Imagine the scenario: you’ve been dating someone new and it’s going well as far as you’re concerned. Compared to the other people you have been dating this one finally seems normal. They don’t talk about their exes at dinner or constantly update their Snapchat. You have been going to dinners, movies, staying up all night on the phone, the whole shebang. You get along well and you genuinely like each other’s company. You are enjoying this phase where you are getting to know each other and though you don’t know what the future holds; you hope that it includes the two of you. At this point though, it is anyone’s guess.
You are young and on the pursuit of your goals so stressing a relationship is not really your thing. You prefer to trust that the universe will put the right person in your life at the right time and they will stay, at their own will.
One night as you stroll along the sidewalk after another great evening, you pull them close taking in the scent you have grown to like so much and you say…..
“I’m having such a great time with you” looking up at them earnestly, just for a touch of reassurance.
“Me too,” they respond reluctantly. “But I don’t want to give you the wrong idea or move too fast. I can’t make any promises. For right now we’re just going with the flow, you know.”
The smile remains on your face but your eyes twitch and your hands ball up into a fist as you feel shit hit the fan.
“Of course, I know that,” you reply, painfully calm and collected, a sarcastic chuckle escaping your lips. Suddenly the dating experience is tainted.
RIP to the vibe.
Welcome to 2016. The age of instant gratification and endless options. The whole dynamic of dating has shifted. The way we meet, the way we love, and the way we resolve our issues are among the changes.
Many of us have our guards up because of the uncertainty of our futures and others because of the pain in our past. So why do we refuse to put dating on hold altogether until we are completely ready? And why do our dating partners continue to ask us to accept less than we deserve?
The truth is, we are all a bit scared, a bit broken, and choosing to “go with the flow” restores that sense of control that falling for someone new seems to take away. But the concept of going with the flow isn’t real, and here’s why:
1. Putting “no label” on it is STILL a label
Only the label reads “no label”. The only way for a situation to truly bear no label is if there is no discussion to what it all means. If the two people involved are open to whatever happens, happening in its due time, then the label is pending. But if one person turns on the yellow light and decides you are taking it slow, there is now a label that reads “Taking it slow”
2. The person who declares you are going with the flow sets the tone for the relationship
So you aren’t really going with “the flow” you’re going with “their flow” which is not always that fun and often frustrating. We can try and keep our emotions in check for a while but the anxiety it brings to your senses is unfair and chaotic for them to lay dormant when they aren’t even sure how long it will be expected of them. It’s like asking your puppy to sit and stay and then walking away.

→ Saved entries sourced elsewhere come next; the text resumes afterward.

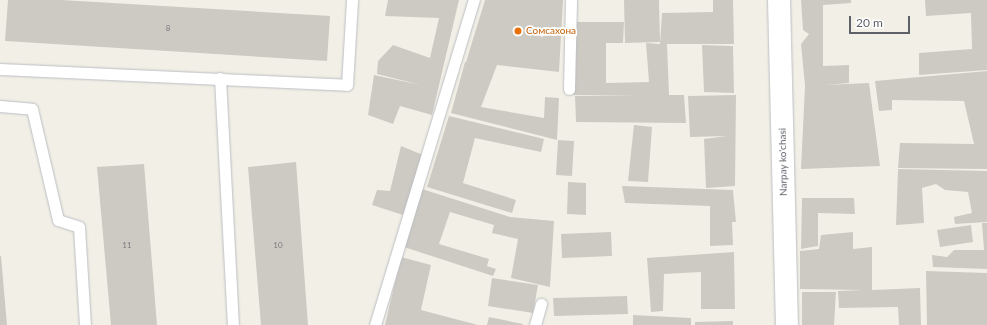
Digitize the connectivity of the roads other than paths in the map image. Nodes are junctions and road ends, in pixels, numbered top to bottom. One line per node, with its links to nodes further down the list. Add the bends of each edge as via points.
1 (352, 0): 6 (lane, via 347,85)
2 (474, 0): 12 (lane)
3 (571, 0): 7 (lane)
4 (779, 0): 14 (main road, Narpay ko'chasi)
5 (0, 69): 6 (lane)
6 (220, 78): 11 (lane)
7 (568, 89)
8 (0, 106): 10 (lane, via 32,109 58,220 79,227)
9 (541, 304): 13 (lane)
10 (85, 325)
11 (233, 325)
12 (375, 325)
13 (535, 325)
14 (787, 325)

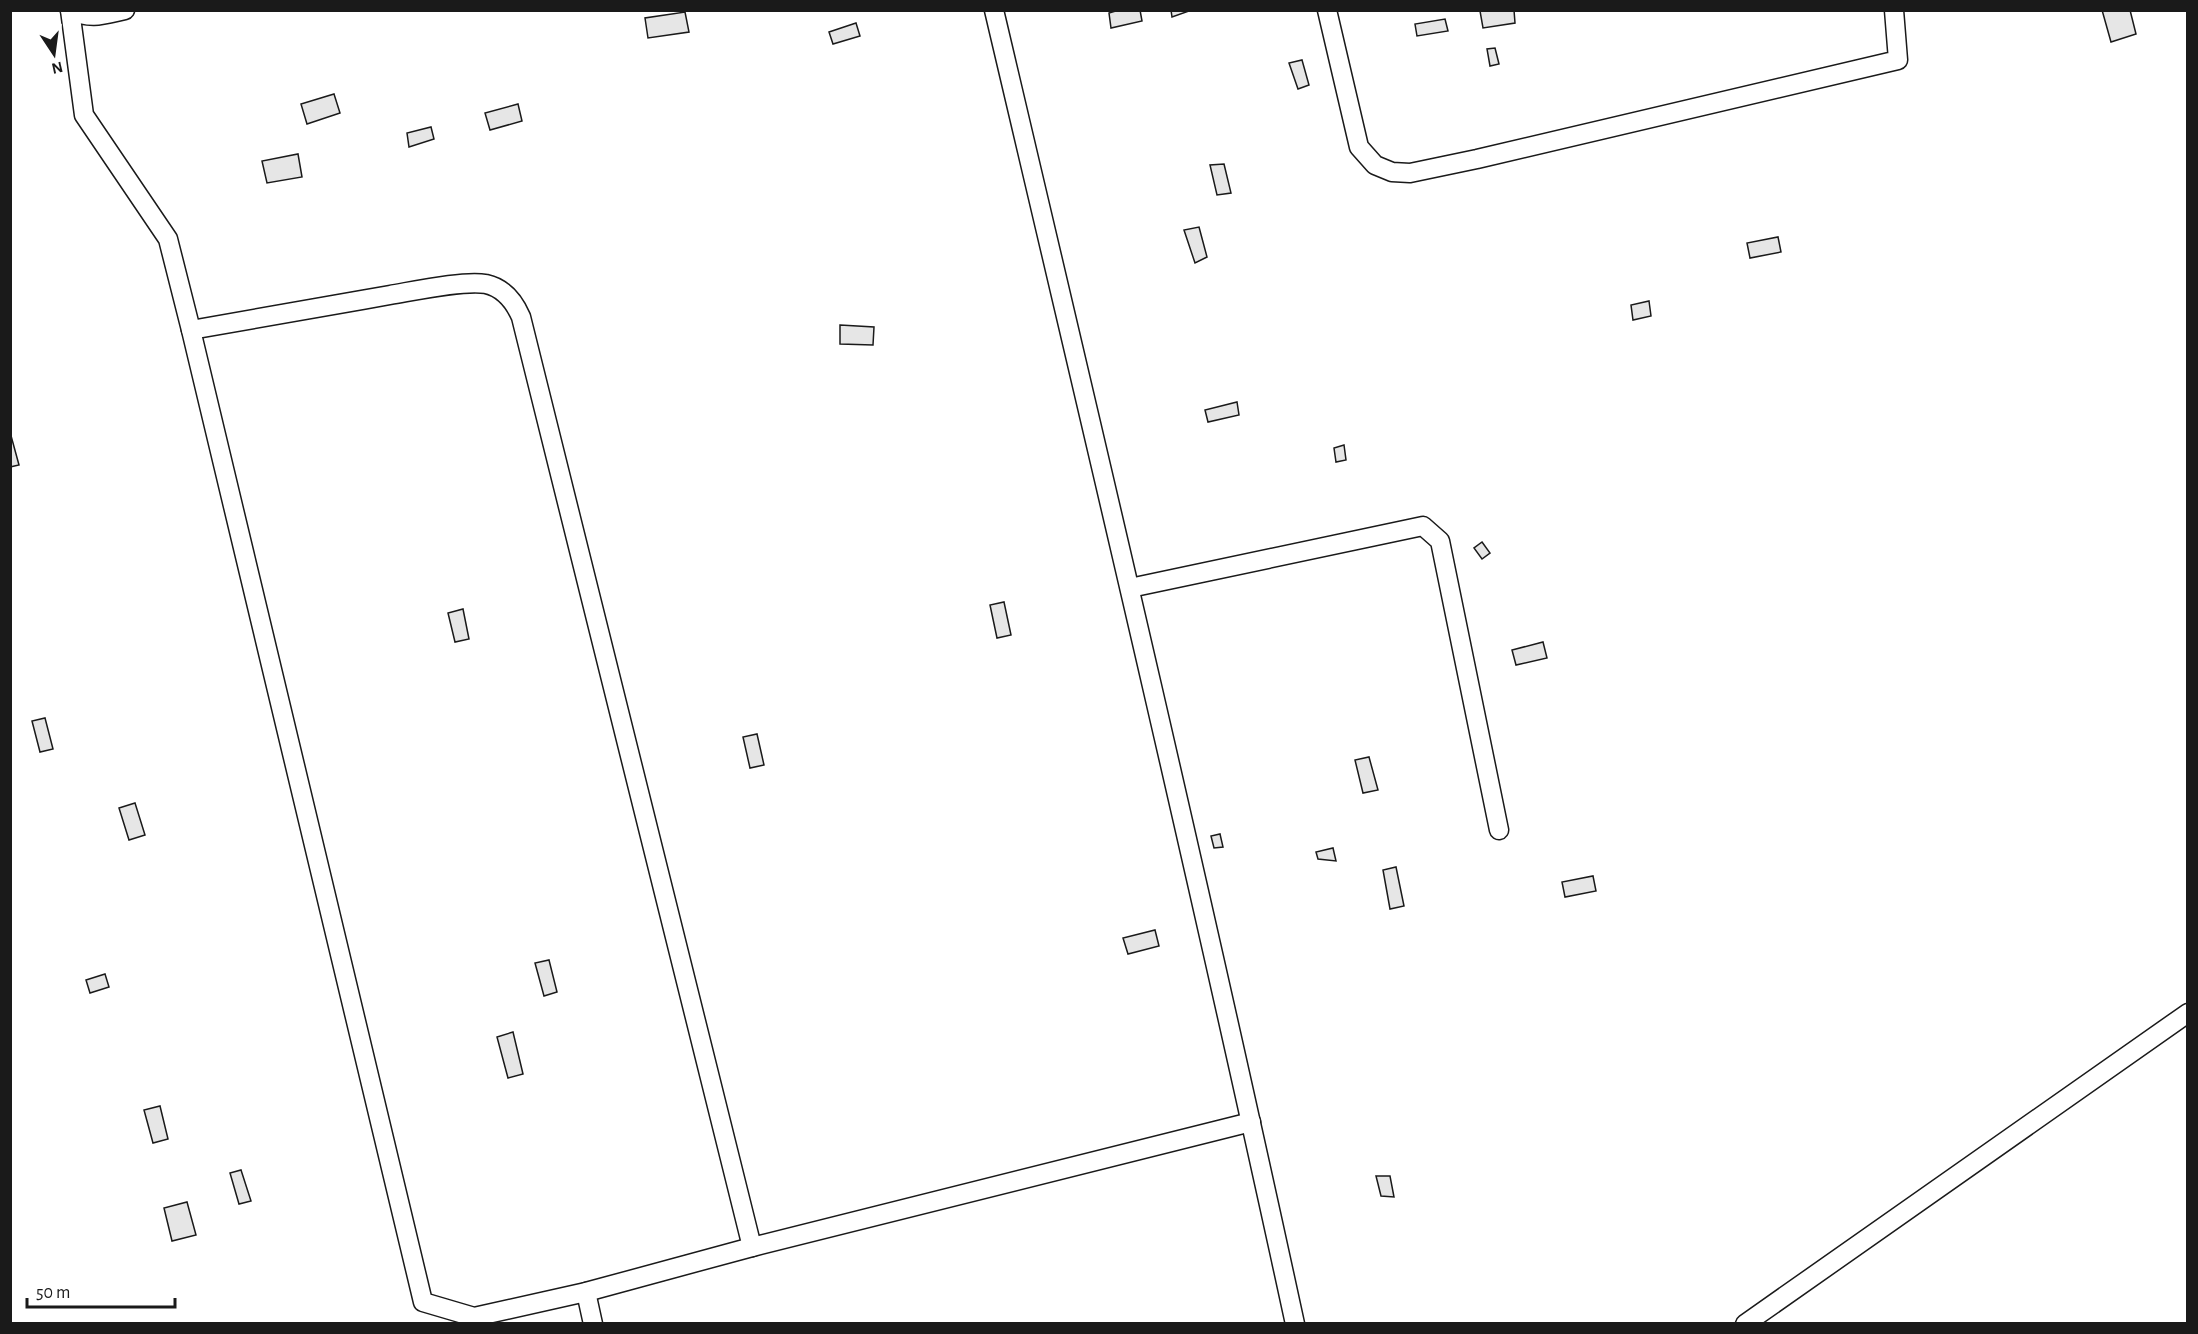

The puppy will be thinking:
Where are you going?
Why are you taking my bone with you?
Now pair that with teasing the dog and displaying actions that go against your original command (as it often happens when the person asking you to go with the flow sends subtle signs they might be ready for more; usually in the form of relationship like dates, meeting friends and/or family, etc.)
How much control can that poor puppy have before it gets up and follows you?
3. There is already a natural flow involved in dating
You meet, you hang out, if you like each other you hang out more and if not the friendship sizzles and fades. Anything other than the natural flow isn’t a flow at all. It’s caution, its control, its anything but natural.
4. You can’t control your emotions
There’s no such thing as controlling your emotions. You can control how you express them but it isn’t possible to control your feelings. Instead we bury them to not encroach on the “flow” our partner has asked.
5. Is there a mutual benefit in the scenario?
Does the person asking to go with the flow still expect all of the relationship and intimate benefits? Then chances are they are just looking for something with less accountability than a relationship. In this case we have to ask ourselves what it is we want and need from a partner, and can this person give it to us.
These situations can be dangerous for the emotional being. Not because it is a crime for a person to want to take things slow, but in most cases someone gets hurt. It isn’t intentional but it comes from us not being aware, not being honest about our expectations. We have to be aware that we can’t control what and when we feel and there is no time limit for how long you’ll be “going with the flow”. It is unfair to your partner to agree to wait while trying to manipulate them into a relationship but it is also unfair to try and turn off your feelings.
So what is the solution when faced with the opportunity to spend time with someone you like but you aren’t quite ready to date? The simple fact is love is always a gamble whether you think you know what to expect or not. The best way to protect yourself is to be aware of what you want and what your end goal is. Once you’ve figured that out, don’t compromise that for anyone.